RECORDS TO PROCESS Start Marker

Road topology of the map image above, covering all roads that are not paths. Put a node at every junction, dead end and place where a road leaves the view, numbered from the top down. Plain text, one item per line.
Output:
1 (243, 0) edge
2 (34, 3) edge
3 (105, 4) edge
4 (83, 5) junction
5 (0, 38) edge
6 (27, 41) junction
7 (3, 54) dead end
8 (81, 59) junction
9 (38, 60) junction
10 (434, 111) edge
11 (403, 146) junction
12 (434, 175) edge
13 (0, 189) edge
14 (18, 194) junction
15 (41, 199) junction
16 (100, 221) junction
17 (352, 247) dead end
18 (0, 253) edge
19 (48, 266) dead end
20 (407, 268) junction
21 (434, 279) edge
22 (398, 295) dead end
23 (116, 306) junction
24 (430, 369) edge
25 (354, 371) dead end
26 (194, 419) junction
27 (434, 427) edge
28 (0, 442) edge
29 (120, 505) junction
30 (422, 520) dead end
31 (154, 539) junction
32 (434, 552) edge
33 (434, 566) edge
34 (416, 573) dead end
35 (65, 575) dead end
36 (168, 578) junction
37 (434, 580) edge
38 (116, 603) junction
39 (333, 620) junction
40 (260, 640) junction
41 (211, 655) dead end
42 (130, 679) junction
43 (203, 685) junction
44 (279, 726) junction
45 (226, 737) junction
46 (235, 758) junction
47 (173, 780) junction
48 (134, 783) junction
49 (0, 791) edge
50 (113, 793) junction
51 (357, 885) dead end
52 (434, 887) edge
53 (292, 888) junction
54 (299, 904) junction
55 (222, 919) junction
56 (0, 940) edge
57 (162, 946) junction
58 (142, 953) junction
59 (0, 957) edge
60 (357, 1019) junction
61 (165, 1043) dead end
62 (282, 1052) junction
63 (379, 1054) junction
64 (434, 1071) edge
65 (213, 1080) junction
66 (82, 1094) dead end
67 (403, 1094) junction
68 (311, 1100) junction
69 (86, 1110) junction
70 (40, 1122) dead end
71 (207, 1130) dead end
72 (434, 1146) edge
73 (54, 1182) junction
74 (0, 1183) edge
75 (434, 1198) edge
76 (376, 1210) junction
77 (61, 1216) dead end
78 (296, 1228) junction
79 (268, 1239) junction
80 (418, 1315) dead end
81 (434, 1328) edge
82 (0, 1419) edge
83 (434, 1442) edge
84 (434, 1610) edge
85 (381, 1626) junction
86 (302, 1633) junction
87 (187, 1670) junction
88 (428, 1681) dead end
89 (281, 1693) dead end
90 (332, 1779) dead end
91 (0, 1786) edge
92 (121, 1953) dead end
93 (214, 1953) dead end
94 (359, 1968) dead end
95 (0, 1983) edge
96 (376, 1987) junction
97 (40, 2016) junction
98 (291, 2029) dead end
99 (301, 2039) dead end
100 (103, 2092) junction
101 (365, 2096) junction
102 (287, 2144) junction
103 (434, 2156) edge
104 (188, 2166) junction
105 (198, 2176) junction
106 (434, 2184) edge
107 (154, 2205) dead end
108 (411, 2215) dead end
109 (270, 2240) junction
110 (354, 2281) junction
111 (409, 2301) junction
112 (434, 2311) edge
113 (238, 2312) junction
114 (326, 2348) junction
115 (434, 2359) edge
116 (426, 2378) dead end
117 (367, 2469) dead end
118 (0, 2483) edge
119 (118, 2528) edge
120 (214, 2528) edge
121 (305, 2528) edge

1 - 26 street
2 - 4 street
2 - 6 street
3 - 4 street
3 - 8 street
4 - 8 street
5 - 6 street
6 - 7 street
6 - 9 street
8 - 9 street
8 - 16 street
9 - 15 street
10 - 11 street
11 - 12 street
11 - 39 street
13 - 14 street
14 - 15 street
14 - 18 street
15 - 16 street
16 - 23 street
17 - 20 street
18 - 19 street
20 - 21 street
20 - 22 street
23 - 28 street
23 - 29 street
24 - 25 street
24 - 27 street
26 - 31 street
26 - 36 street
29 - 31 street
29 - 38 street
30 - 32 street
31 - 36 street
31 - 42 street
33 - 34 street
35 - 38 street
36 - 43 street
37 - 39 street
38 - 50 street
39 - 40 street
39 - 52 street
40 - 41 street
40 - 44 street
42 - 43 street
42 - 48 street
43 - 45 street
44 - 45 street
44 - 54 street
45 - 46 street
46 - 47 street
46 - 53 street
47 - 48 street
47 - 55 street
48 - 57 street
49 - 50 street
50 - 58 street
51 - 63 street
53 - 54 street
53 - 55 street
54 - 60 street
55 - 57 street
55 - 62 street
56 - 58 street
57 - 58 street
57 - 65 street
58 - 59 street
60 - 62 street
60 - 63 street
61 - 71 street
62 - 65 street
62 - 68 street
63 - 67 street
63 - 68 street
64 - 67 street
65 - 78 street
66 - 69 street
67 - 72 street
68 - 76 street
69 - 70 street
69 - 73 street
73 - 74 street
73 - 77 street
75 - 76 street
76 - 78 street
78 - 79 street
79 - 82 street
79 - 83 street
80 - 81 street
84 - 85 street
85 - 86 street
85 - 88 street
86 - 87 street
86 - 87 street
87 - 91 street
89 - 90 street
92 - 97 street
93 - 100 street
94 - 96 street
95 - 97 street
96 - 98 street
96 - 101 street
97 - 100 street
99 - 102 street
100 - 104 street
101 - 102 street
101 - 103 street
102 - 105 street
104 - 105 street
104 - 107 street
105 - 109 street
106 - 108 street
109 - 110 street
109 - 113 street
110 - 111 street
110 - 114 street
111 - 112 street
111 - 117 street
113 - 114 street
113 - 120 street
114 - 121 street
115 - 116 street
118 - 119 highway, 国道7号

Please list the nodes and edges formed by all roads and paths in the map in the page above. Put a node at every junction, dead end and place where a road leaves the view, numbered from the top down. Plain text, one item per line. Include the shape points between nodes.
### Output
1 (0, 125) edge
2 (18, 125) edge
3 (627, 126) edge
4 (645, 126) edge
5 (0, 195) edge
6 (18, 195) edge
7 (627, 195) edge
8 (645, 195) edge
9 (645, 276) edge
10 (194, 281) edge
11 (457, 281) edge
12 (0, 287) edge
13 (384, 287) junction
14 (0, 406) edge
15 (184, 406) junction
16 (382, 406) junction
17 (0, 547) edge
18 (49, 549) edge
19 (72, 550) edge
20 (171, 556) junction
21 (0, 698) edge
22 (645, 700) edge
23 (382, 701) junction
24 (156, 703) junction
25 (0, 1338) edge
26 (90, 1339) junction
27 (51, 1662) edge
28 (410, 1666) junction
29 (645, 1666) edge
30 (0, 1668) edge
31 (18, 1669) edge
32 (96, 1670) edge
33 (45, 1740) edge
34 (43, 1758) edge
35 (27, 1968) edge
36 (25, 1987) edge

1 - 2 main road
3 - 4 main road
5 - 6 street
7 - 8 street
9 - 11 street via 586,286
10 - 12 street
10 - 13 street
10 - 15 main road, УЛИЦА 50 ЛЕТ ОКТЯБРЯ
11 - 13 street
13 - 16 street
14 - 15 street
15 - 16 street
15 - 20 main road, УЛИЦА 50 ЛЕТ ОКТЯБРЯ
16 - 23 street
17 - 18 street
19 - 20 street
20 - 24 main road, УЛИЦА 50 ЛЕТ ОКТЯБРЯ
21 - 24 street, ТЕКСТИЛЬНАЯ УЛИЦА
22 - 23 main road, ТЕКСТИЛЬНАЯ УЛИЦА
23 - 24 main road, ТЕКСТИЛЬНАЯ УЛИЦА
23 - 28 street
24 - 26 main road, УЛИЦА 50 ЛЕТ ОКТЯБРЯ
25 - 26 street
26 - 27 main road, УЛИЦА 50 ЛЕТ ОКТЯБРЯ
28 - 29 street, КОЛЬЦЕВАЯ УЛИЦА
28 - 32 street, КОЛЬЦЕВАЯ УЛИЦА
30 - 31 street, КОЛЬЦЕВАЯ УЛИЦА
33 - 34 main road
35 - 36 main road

RECORDS TO PROCESS End Marker

## PROMPT
Return all lines above that mention the word "КОЛЬЦЕВАЯ".

## RESULT FOR THIS EXERCISE
28 - 29 street, КОЛЬЦЕВАЯ УЛИЦА
28 - 32 street, КОЛЬЦЕВАЯ УЛИЦА
30 - 31 street, КОЛЬЦЕВАЯ УЛИЦА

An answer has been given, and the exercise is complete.